Deloitte will pay Tongaat Hulett R261 million for its role in okaying the sugar and property group’s financial statements between 2012 and 2018, when in fact the figures were misrepresented by former management.
Tongaat Hulett, which is now in business rescue after the fraud was uncovered, said yesterday in a JSE regulatory notice that it had reached an agreement for Deloitte to pay it the money in settlement of a claim for its role as auditor from 2012 to 2018.
Some of Tongaat’s minority shareholders have long agitated that the group make a legal claim against Deloitte. Tongaat’s financial statements between those years were found to have been overstated by almost R12 billion over seven years. The shares were suspended in July last year.
“Deloitte will pay … R260m to the company without admission of liability. The business rescue practitioners (BRPs), having taken advice in this regard, are of the considered opinion that a settlement on these terms is in the best interests of the company,” a statement said yesterday.
A forensic investigation by PwC, the key findings of which were published in November 2019, found the misstatements in the financial results. The full report was never made public.

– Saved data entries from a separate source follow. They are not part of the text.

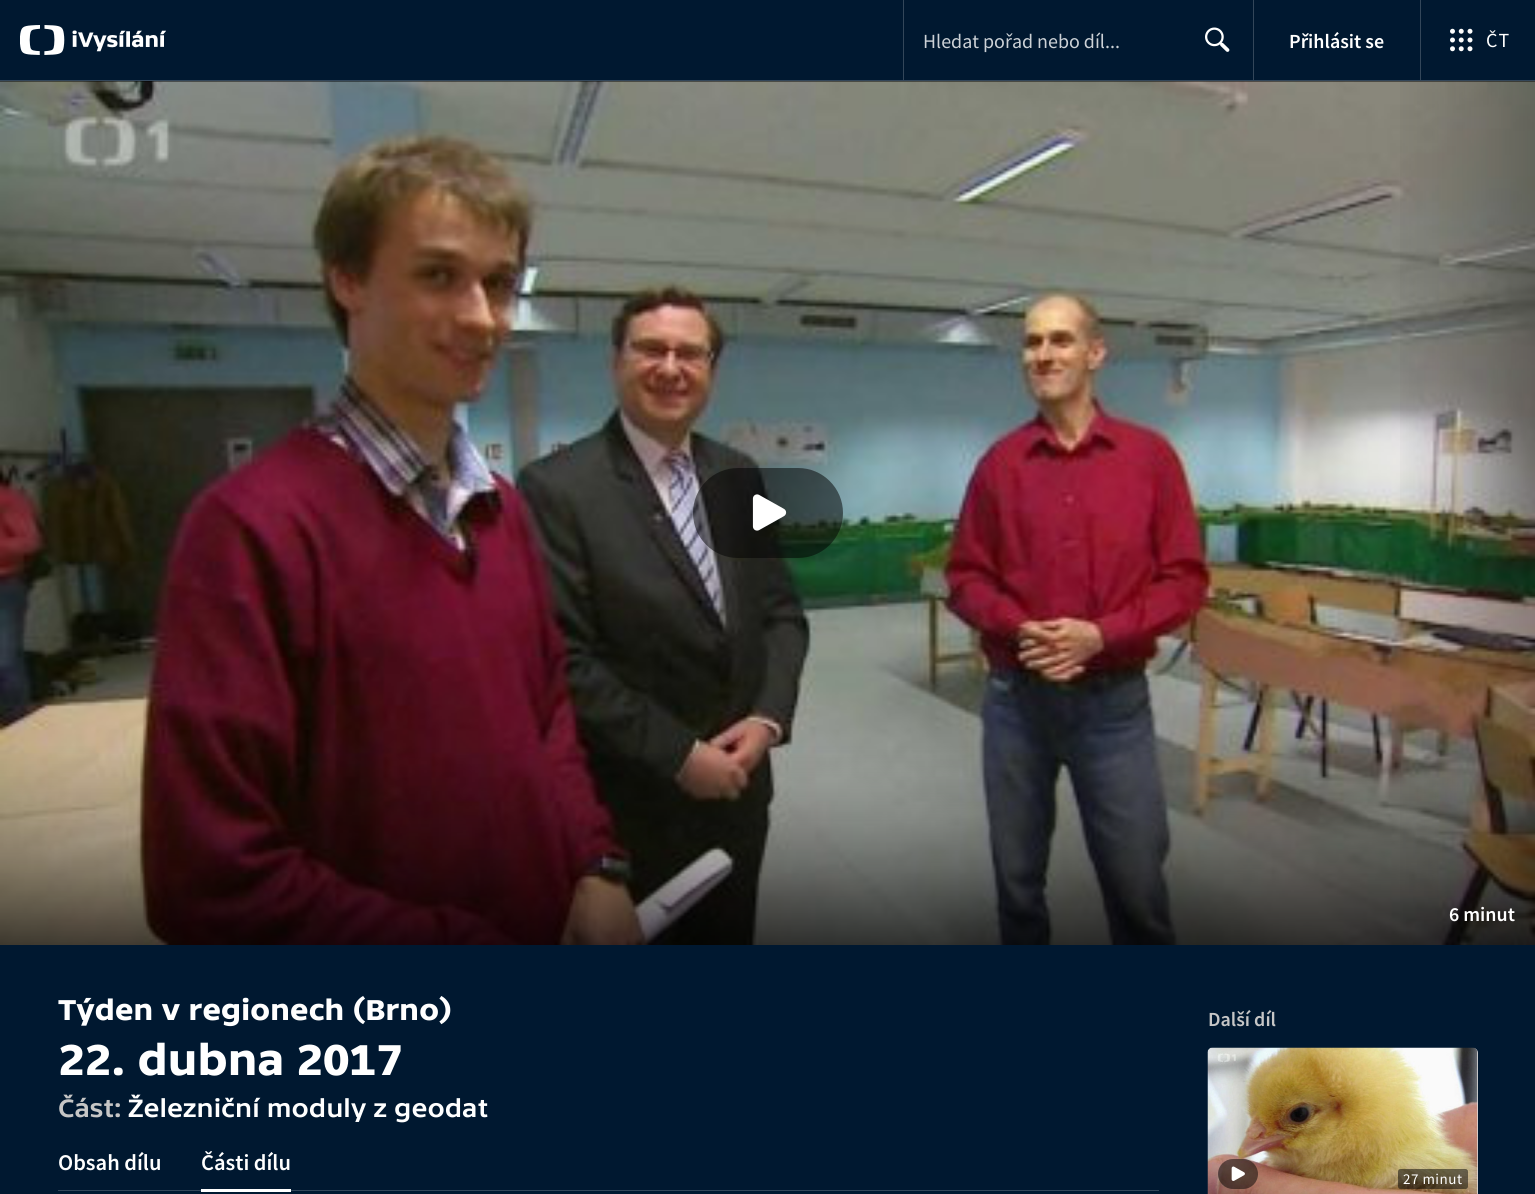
#include <cairo/cairo.h>
#include <math.h>
#include <stddef.h>


static void draw_spaced(cairo_t *cr, double x, double y, const char *s, double letter, double word) {
  cairo_move_to(cr, x, y);
  while (*s) {
    char ch[5] = {0};
    int n = 0;
    do ch[n++] = *s++; while ((*s & 0xC0) == 0x80);
    cairo_show_text(cr, ch);
    cairo_rel_move_to(cr, letter + word * (*ch == ' '), 0);
  }
}

static void rounded_rect(cairo_t *cr, double x, double y, double w, double h, double r) {
  cairo_new_sub_path(cr);
  cairo_arc(cr, x + w - r, y + h - r, r, 0, M_PI / 2);
  cairo_arc(cr, x + r, y + h - r, r, M_PI / 2, M_PI);
  cairo_arc(cr, x + r, y + r, r, M_PI, 1.5 * M_PI);
  cairo_arc(cr, x + w - r, y + r, r, 1.5 * M_PI, 2 * M_PI);
  cairo_close_path(cr);
}

static void draw_image(cairo_t *cr, const char *path, double x, double y, double w, double h) {
  cairo_surface_t *image = cairo_image_surface_create_from_png(path);
  cairo_save(cr);
  cairo_set_source_surface(cr, image, x, y);
  cairo_rectangle(cr, x, y, w, h);
  cairo_fill(cr);
  cairo_restore(cr);
  cairo_surface_destroy(image);
}

static void draw(cairo_t *cr) {
  cairo_pattern_t *gradient;
  cairo_set_source_rgb(cr, 0, 24 / 255.0, 48 / 255.0);
  cairo_paint(cr);
  cairo_set_source_rgb(cr, 51 / 255.0, 70 / 255.0, 89 / 255.0);
  cairo_rectangle(cr, 0, 80, 1535, 1);
  cairo_fill(cr);
  draw_image(cr, "images/1.png", 20, 25, 146, 30);
  cairo_rectangle(cr, 903, 0, 1, 80);
  cairo_fill(cr);
  draw_image(cr, "images/2.png", 1205, 27, 25, 25);
  cairo_rectangle(cr, 1253, 0, 1, 80);
  cairo_fill(cr);
  cairo_rectangle(cr, 1420, 0, 1, 80);
  cairo_fill(cr);
  draw_image(cr, "images/3.png", 1450, 28, 23, 24);
  cairo_set_source_rgb(cr, 0, 0, 0);
  cairo_rectangle(cr, 0, 81, 1535, 1);
  cairo_fill(cr);
  draw_image(cr, "images/4.png", 0, 81, 1535, 864);
  cairo_set_source_rgba(cr, 0, 0, 0, 0.5);
  rounded_rect(cr, 693, 468, 150, 90, 45);
  cairo_fill(cr);
  draw_image(cr, "images/5.png", 752, 494, 35, 37);
  gradient = cairo_pattern_create_linear(1535, 513, 1385, 513);
  cairo_pattern_add_color_stop_rgba(gradient, 0, 0, 0, 0, 0.24);
  cairo_pattern_add_color_stop_rgba(gradient, 0.38, 0, 0, 0, 0.13);
  cairo_pattern_add_color_stop_rgba(gradient, 0.67, 0, 0, 0, 0.06);
  cairo_pattern_add_color_stop_rgba(gradient, 0.86, 0, 0, 0, 0.03);
  cairo_pattern_add_color_stop_rgba(gradient, 1, 0, 0, 0, 0);
  cairo_set_source(cr, gradient);
  cairo_pattern_destroy(gradient);
  cairo_rectangle(cr, 1400, 81, 135, 864);
  cairo_fill(cr);
  cairo_set_source_rgb(cr, 51 / 255.0, 70 / 255.0, 89 / 255.0);
  cairo_rectangle(cr, 58, 1190, 1101, 1);
  cairo_fill(cr);
  cairo_set_source_rgb(cr, 1, 1, 1);
  cairo_rectangle(cr, 201, 1189, 90, 3);
  cairo_fill(cr);
  cairo_set_source_rgb(cr, 224 / 255.0, 224 / 255.0, 224 / 255.0);
  rounded_rect(cr, 1208, 1048, 270, 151, 5);
  cairo_fill(cr);
  draw_image(cr, "images/6.png", 1207, 1047, 271, 147);
  cairo_set_source_rgba(cr, 0, 0, 0, 0.5);
  rounded_rect(cr, 1218, 1159, 40, 30, 15);
  cairo_fill(cr);
  draw_image(cr, "images/7.png", 1231, 1166, 14, 15);
  rounded_rect(cr, 1398, 1169, 70, 20, 2.5);
  cairo_fill(cr);
  cairo_select_font_face(cr, "Source Sans Pro", CAIRO_FONT_SLANT_NORMAL, CAIRO_FONT_WEIGHT_NORMAL);
  cairo_set_font_size(cr, 20);
  cairo_set_source_rgb(cr, 204 / 255.0, 209 / 255.0, 214 / 255.0);
  cairo_move_to(cr, 923, 48);
  cairo_show_text(cr, "Hledat pořad nebo díl...");
  cairo_select_font_face(cr, "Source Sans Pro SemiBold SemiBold", CAIRO_FONT_SLANT_NORMAL, CAIRO_FONT_WEIGHT_NORMAL);
  cairo_set_source_rgb(cr, 1, 1, 1);
  cairo_move_to(cr, 1289, 48);
  cairo_show_text(cr, "Přihlásit se");
  cairo_select_font_face(cr, "Source Sans Pro", CAIRO_FONT_SLANT_NORMAL, CAIRO_FONT_WEIGHT_NORMAL);
  draw_spaced(cr, 1486, 47, "ČT", 1, 0);
  cairo_select_font_face(cr, "Source Sans Pro SemiBold SemiBold", CAIRO_FONT_SLANT_NORMAL, CAIRO_FONT_WEIGHT_NORMAL);
  cairo_move_to(cr, 1449, 921);
  cairo_show_text(cr, "6 minut");
  cairo_select_font_face(cr, "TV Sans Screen", CAIRO_FONT_SLANT_NORMAL, CAIRO_FONT_WEIGHT_BOLD);
  cairo_set_font_size(cr, 30);
  draw_spaced(cr, 58, 1020, "Týden v regionech (Brno)", -0.3, 0);
  cairo_set_font_size(cr, 45);
  draw_spaced(cr, 58, 1075, "22. dubna 2017", -0.5, 0);
  cairo_select_font_face(cr, "TV Sans Screen", CAIRO_FONT_SLANT_NORMAL, CAIRO_FONT_WEIGHT_NORMAL);
  cairo_set_font_size(cr, 26.25);
  cairo_set_source_rgb(cr, 198 / 255.0, 198 / 255.0, 198 / 255.0);
  cairo_move_to(cr, 58, 1117);
  cairo_show_text(cr, "Část:");
  cairo_set_source_rgb(cr, 1, 1, 1);
  cairo_move_to(cr, 128, 1117);
  cairo_show_text(cr, "Železniční moduly z geodat");
  cairo_select_font_face(cr, "Source Sans Pro SemiBold SemiBold", CAIRO_FONT_SLANT_NORMAL, CAIRO_FONT_WEIGHT_NORMAL);
  cairo_set_font_size(cr, 22.5);
  cairo_move_to(cr, 58, 1170);
  cairo_show_text(cr, "Obsah dílu");
  cairo_move_to(cr, 201, 1170);
  cairo_show_text(cr, "Části dílu");
  cairo_set_font_size(cr, 20);
  cairo_set_source_rgb(cr, 198 / 255.0, 198 / 255.0, 198 / 255.0);
  cairo_move_to(cr, 1208, 1026);
  cairo_show_text(cr, "Další díl");
  cairo_select_font_face(cr, "Source Sans Pro", CAIRO_FONT_SLANT_NORMAL, CAIRO_FONT_WEIGHT_NORMAL);
  cairo_set_font_size(cr, 15);
  cairo_set_source_rgb(cr, 1, 1, 1);
  draw_spaced(cr, 1403, 1184, "27 minut", 0.5, 0);
}

int main(void) {
  cairo_surface_t *surface = cairo_image_surface_create(CAIRO_FORMAT_RGB24, 1535, 1194);
  cairo_t *cr = cairo_create(surface);
  cairo_font_options_t *options = cairo_font_options_create();
  cairo_font_options_set_hint_metrics(options, CAIRO_HINT_METRICS_OFF);
  cairo_font_options_set_hint_style(options, CAIRO_HINT_STYLE_NONE);
  cairo_set_font_options(cr, options);
  cairo_set_miter_limit(cr, 4);
  draw(cr);
  cairo_surface_write_to_png(surface, "out.png");
  cairo_font_options_destroy(options);
  cairo_destroy(cr);
  cairo_surface_destroy(surface);
  return 0;
}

The PWC report found that certain senior executives initiated or participated in undesirable accounting practices that resulted in, among others, revenue being recognised in earlier reporting periods than it should have been, and in expenses being inappropriately capitalised to assets.
Among other governance failures that were identified, these actions resulted in profits in the respective years being overstated, and in the overstatement of certain assets in Tongaat’s financial statements..
According to reports, Tongaat has also instituted civil claims totalling some R450m against past directors and executives allegedly implicated in the undesirable accounting practices.
It initiated civil proceedings in the Pietermaritzburg High Court in September 2020 against former CEO Peter Staude, former chief financial officer Murray Munro and former finance executive Sean Slabbert, who was also a director of Tongaat Hulett Sugar South Africa. The cases continued in court this year.